I think we know this market very well, 11 years we have been working on it with the Duett, and then looking at designing the mechanical Duett. It's a challenging market to get correct on the economics as well as the performance and the safety profile, that there's some other competitors who had come behind us, a couple of them on the market now, that we don't think have the clinical and economic mark hit to expand the market. I think that's what's really holding back is Angio-Seal's got a new generation but it's a lot like the old Angio-Seal, and there's been nothing else that's transformed this market since then. So it's gotten up to $500 million and pretty much stayed there.

We think, with the mechanical Duett, we certainly can take share from the existing competitors, and that's giving us the comfort that this is a big opportunity. We also think we can grow the market, because if you can hit the right price points as long -- as well as the right clinical outcomes and the right safety profile, people are still looking for a device that they would use in essentially every one of their catheterizations. But it has to be a better performing, lower cost, and more safe product than what they have right now. That's what we think we have.

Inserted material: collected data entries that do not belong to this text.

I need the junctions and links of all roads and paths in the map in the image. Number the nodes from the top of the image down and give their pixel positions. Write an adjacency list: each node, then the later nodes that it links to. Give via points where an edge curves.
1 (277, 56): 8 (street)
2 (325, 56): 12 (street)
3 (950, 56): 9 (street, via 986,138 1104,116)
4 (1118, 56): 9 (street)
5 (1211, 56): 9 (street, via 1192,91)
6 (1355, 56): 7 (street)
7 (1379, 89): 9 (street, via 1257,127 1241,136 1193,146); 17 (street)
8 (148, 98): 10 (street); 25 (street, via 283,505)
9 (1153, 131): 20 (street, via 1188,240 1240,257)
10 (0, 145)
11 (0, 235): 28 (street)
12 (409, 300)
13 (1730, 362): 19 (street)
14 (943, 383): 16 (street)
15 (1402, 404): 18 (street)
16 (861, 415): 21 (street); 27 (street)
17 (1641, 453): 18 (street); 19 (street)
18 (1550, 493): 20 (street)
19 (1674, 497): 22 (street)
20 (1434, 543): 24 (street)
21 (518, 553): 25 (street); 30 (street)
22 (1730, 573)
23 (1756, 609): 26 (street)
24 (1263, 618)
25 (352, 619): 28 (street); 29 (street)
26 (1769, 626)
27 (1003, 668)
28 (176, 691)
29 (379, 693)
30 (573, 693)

Having done two animal studies, I can't give you comfort that we're there, but we think we have the right design. We're looking at it through our animal studies, and it's looking good right now. What we've done so far is we've done two animal studies, kind of observing the deployment. We've done some bio-resorption studies to get comfortable with the timeframe of bio-resorption. We expect to have a design-freeze by the end of this year, which means all of the components finalized, made, deployed on the bench, and an animal where we can see that it actually works.

Then, in 2009, we take that into the European clinic, do a first in man clinical study, then we would have to do a broader clinical study for CE mark approval, and that's going to be 2009. In 2010, we would hope to have the CE mark approval and be on the market by the end of the year. U.S., 2009 probably not going to be the clinical study, more like 2010, and more like 2011 for the U.S. market to expand to us. But of that $500 million, clearly over $100 million of that is outside the U.S., the vast majority of that being where the CE mark controls. So even with the European market, this could be our number one product in the whole portfolio.

Phil Nalbone - RBC Capital Markets

Thank you for the information.

Howard Root

Thanks, Phil.

Operator

We’ll now move on to our next question from Ernie Andberg with Feltl & Company

Howard Root

Hi, Ernie.

Ernie Andberg - Feltl & Company

Hello.

Howard Root

How you are doing?

Ernie Andberg - Feltl & Company

I am excellent today.

Howard Root

Good.

Ernie Andberg - Feltl & Company

I thought on the last conference call, you had tentatively targeted the middle of the year for potential CE mark. Are you signaling any delay here?

Howard Root

Is that on the mechanical Duett you're referring to?

Ernie Andberg - Feltl & Company

On the mechanical Duett, yes.

Howard Root

I don't know exactly. I mean, these are rough, rough estimates based on what we can do. I don't think it will be the first half of the year. Certainly, by the end of the year, could we get it done? Possibly. But I think we're looking -- we're not building anything for mechanical Duett into our 2009 revenue. We're building it in 2010.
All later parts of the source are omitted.